Data excerpts:
^^^^
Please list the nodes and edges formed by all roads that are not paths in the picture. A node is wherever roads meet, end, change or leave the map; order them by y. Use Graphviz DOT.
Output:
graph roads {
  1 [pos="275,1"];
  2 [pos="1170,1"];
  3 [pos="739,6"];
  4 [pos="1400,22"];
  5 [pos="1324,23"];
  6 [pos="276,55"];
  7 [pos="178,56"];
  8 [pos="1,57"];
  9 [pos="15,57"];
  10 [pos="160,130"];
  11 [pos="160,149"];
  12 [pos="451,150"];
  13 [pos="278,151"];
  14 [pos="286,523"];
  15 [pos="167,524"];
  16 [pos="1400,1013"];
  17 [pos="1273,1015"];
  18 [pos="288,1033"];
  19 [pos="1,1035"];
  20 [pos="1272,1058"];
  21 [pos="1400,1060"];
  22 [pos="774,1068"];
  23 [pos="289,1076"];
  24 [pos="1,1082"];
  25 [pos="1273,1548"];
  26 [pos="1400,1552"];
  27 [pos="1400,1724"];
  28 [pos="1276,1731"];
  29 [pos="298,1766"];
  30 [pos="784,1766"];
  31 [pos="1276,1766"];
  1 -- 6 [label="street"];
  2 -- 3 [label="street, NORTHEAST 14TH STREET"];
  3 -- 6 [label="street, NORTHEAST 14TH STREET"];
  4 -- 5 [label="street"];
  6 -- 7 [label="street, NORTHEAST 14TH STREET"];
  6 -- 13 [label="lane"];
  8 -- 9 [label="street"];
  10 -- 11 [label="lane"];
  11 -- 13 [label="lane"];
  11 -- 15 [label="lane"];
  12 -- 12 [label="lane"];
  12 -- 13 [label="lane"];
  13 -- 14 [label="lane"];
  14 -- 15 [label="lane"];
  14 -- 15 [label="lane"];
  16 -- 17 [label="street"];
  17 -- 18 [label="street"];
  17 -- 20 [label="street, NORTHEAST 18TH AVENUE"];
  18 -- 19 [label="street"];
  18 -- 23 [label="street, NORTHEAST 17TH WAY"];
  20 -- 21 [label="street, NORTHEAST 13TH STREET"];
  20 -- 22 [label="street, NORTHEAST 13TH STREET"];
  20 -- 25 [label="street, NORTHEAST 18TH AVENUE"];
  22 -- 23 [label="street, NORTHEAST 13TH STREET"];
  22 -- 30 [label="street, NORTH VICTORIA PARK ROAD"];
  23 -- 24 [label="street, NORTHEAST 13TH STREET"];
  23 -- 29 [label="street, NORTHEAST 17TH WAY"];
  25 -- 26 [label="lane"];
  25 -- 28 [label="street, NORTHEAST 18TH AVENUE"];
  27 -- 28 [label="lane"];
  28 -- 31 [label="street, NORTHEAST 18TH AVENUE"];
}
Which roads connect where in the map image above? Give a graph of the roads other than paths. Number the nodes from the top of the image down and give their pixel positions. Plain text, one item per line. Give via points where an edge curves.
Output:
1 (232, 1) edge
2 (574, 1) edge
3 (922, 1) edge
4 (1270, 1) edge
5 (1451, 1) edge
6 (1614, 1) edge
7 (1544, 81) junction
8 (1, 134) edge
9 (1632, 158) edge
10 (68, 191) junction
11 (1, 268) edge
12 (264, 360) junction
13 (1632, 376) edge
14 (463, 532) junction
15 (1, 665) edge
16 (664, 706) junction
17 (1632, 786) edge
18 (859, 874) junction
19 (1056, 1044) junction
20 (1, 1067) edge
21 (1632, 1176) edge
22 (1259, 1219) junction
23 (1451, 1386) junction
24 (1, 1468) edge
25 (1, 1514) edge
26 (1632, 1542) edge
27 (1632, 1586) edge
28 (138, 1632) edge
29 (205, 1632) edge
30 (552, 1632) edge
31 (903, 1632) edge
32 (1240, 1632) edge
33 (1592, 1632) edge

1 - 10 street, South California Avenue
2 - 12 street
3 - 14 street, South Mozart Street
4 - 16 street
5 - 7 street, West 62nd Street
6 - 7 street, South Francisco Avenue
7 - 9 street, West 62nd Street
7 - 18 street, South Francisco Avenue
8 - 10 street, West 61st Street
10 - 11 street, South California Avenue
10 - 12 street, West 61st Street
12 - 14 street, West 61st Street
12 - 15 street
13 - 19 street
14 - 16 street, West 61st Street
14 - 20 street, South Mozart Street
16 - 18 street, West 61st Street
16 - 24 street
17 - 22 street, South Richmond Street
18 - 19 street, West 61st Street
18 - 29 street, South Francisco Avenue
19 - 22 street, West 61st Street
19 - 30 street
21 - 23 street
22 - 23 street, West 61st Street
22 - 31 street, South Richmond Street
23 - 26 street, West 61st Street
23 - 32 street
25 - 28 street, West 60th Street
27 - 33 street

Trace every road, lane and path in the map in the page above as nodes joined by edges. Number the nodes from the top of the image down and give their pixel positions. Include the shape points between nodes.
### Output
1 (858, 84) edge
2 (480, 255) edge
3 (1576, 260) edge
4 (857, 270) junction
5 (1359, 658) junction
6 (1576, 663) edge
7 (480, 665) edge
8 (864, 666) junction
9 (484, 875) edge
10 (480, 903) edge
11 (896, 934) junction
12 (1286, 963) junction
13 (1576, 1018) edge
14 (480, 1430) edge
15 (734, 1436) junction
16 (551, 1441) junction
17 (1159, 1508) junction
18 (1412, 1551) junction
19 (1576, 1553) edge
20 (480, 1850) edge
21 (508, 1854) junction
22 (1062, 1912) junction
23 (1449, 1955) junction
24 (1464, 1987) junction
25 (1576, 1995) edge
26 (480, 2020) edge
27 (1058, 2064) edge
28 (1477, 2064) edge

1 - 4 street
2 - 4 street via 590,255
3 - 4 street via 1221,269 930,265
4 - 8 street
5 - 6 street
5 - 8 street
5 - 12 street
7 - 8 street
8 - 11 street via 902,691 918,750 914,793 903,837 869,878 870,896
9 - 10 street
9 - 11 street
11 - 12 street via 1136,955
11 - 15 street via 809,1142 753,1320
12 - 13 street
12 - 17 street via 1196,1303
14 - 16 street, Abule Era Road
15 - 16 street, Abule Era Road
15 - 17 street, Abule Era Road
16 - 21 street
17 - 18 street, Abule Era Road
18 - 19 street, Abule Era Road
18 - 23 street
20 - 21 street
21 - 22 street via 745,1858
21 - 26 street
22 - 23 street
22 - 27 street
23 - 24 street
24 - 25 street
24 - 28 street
^^^^
■ YOUR OBJECTIVE: Exactly as given, please retype all the entries.

■ ANSWER SECTION:
Please list the nodes and edges formed by all roads that are not paths in the picture. A node is wherever roads meet, end, change or leave the map; order them by y. Use Graphviz DOT.
Output:
graph roads {
  1 [pos="275,1"];
  2 [pos="1170,1"];
  3 [pos="739,6"];
  4 [pos="1400,22"];
  5 [pos="1324,23"];
  6 [pos="276,55"];
  7 [pos="178,56"];
  8 [pos="1,57"];
  9 [pos="15,57"];
  10 [pos="160,130"];
  11 [pos="160,149"];
  12 [pos="451,150"];
  13 [pos="278,151"];
  14 [pos="286,523"];
  15 [pos="167,524"];
  16 [pos="1400,1013"];
  17 [pos="1273,1015"];
  18 [pos="288,1033"];
  19 [pos="1,1035"];
  20 [pos="1272,1058"];
  21 [pos="1400,1060"];
  22 [pos="774,1068"];
  23 [pos="289,1076"];
  24 [pos="1,1082"];
  25 [pos="1273,1548"];
  26 [pos="1400,1552"];
  27 [pos="1400,1724"];
  28 [pos="1276,1731"];
  29 [pos="298,1766"];
  30 [pos="784,1766"];
  31 [pos="1276,1766"];
  1 -- 6 [label="street"];
  2 -- 3 [label="street, NORTHEAST 14TH STREET"];
  3 -- 6 [label="street, NORTHEAST 14TH STREET"];
  4 -- 5 [label="street"];
  6 -- 7 [label="street, NORTHEAST 14TH STREET"];
  6 -- 13 [label="lane"];
  8 -- 9 [label="street"];
  10 -- 11 [label="lane"];
  11 -- 13 [label="lane"];
  11 -- 15 [label="lane"];
  12 -- 12 [label="lane"];
  12 -- 13 [label="lane"];
  13 -- 14 [label="lane"];
  14 -- 15 [label="lane"];
  14 -- 15 [label="lane"];
  16 -- 17 [label="street"];
  17 -- 18 [label="street"];
  17 -- 20 [label="street, NORTHEAST 18TH AVENUE"];
  18 -- 19 [label="street"];
  18 -- 23 [label="street, NORTHEAST 17TH WAY"];
  20 -- 21 [label="street, NORTHEAST 13TH STREET"];
  20 -- 22 [label="street, NORTHEAST 13TH STREET"];
  20 -- 25 [label="street, NORTHEAST 18TH AVENUE"];
  22 -- 23 [label="street, NORTHEAST 13TH STREET"];
  22 -- 30 [label="street, NORTH VICTORIA PARK ROAD"];
  23 -- 24 [label="street, NORTHEAST 13TH STREET"];
  23 -- 29 [label="street, NORTHEAST 17TH WAY"];
  25 -- 26 [label="lane"];
  25 -- 28 [label="street, NORTHEAST 18TH AVENUE"];
  27 -- 28 [label="lane"];
  28 -- 31 [label="street, NORTHEAST 18TH AVENUE"];
}
Which roads connect where in the map image above? Give a graph of the roads other than paths. Number the nodes from the top of the image down and give their pixel positions. Plain text, one item per line. Give via points where an edge curves.
Output:
1 (232, 1) edge
2 (574, 1) edge
3 (922, 1) edge
4 (1270, 1) edge
5 (1451, 1) edge
6 (1614, 1) edge
7 (1544, 81) junction
8 (1, 134) edge
9 (1632, 158) edge
10 (68, 191) junction
11 (1, 268) edge
12 (264, 360) junction
13 (1632, 376) edge
14 (463, 532) junction
15 (1, 665) edge
16 (664, 706) junction
17 (1632, 786) edge
18 (859, 874) junction
19 (1056, 1044) junction
20 (1, 1067) edge
21 (1632, 1176) edge
22 (1259, 1219) junction
23 (1451, 1386) junction
24 (1, 1468) edge
25 (1, 1514) edge
26 (1632, 1542) edge
27 (1632, 1586) edge
28 (138, 1632) edge
29 (205, 1632) edge
30 (552, 1632) edge
31 (903, 1632) edge
32 (1240, 1632) edge
33 (1592, 1632) edge

1 - 10 street, South California Avenue
2 - 12 street
3 - 14 street, South Mozart Street
4 - 16 street
5 - 7 street, West 62nd Street
6 - 7 street, South Francisco Avenue
7 - 9 street, West 62nd Street
7 - 18 street, South Francisco Avenue
8 - 10 street, West 61st Street
10 - 11 street, South California Avenue
10 - 12 street, West 61st Street
12 - 14 street, West 61st Street
12 - 15 street
13 - 19 street
14 - 16 street, West 61st Street
14 - 20 street, South Mozart Street
16 - 18 street, West 61st Street
16 - 24 street
17 - 22 street, South Richmond Street
18 - 19 street, West 61st Street
18 - 29 street, South Francisco Avenue
19 - 22 street, West 61st Street
19 - 30 street
21 - 23 street
22 - 23 street, West 61st Street
22 - 31 street, South Richmond Street
23 - 26 street, West 61st Street
23 - 32 street
25 - 28 street, West 60th Street
27 - 33 street

Trace every road, lane and path in the map in the page above as nodes joined by edges. Number the nodes from the top of the image down and give their pixel positions. Include the shape points between nodes.
### Output
1 (858, 84) edge
2 (480, 255) edge
3 (1576, 260) edge
4 (857, 270) junction
5 (1359, 658) junction
6 (1576, 663) edge
7 (480, 665) edge
8 (864, 666) junction
9 (484, 875) edge
10 (480, 903) edge
11 (896, 934) junction
12 (1286, 963) junction
13 (1576, 1018) edge
14 (480, 1430) edge
15 (734, 1436) junction
16 (551, 1441) junction
17 (1159, 1508) junction
18 (1412, 1551) junction
19 (1576, 1553) edge
20 (480, 1850) edge
21 (508, 1854) junction
22 (1062, 1912) junction
23 (1449, 1955) junction
24 (1464, 1987) junction
25 (1576, 1995) edge
26 (480, 2020) edge
27 (1058, 2064) edge
28 (1477, 2064) edge

1 - 4 street
2 - 4 street via 590,255
3 - 4 street via 1221,269 930,265
4 - 8 street
5 - 6 street
5 - 8 street
5 - 12 street
7 - 8 street
8 - 11 street via 902,691 918,750 914,793 903,837 869,878 870,896
9 - 10 street
9 - 11 street
11 - 12 street via 1136,955
11 - 15 street via 809,1142 753,1320
12 - 13 street
12 - 17 street via 1196,1303
14 - 16 street, Abule Era Road
15 - 16 street, Abule Era Road
15 - 17 street, Abule Era Road
16 - 21 street
17 - 18 street, Abule Era Road
18 - 19 street, Abule Era Road
18 - 23 street
20 - 21 street
21 - 22 street via 745,1858
21 - 26 street
22 - 23 street
22 - 27 street
23 - 24 street
24 - 25 street
24 - 28 street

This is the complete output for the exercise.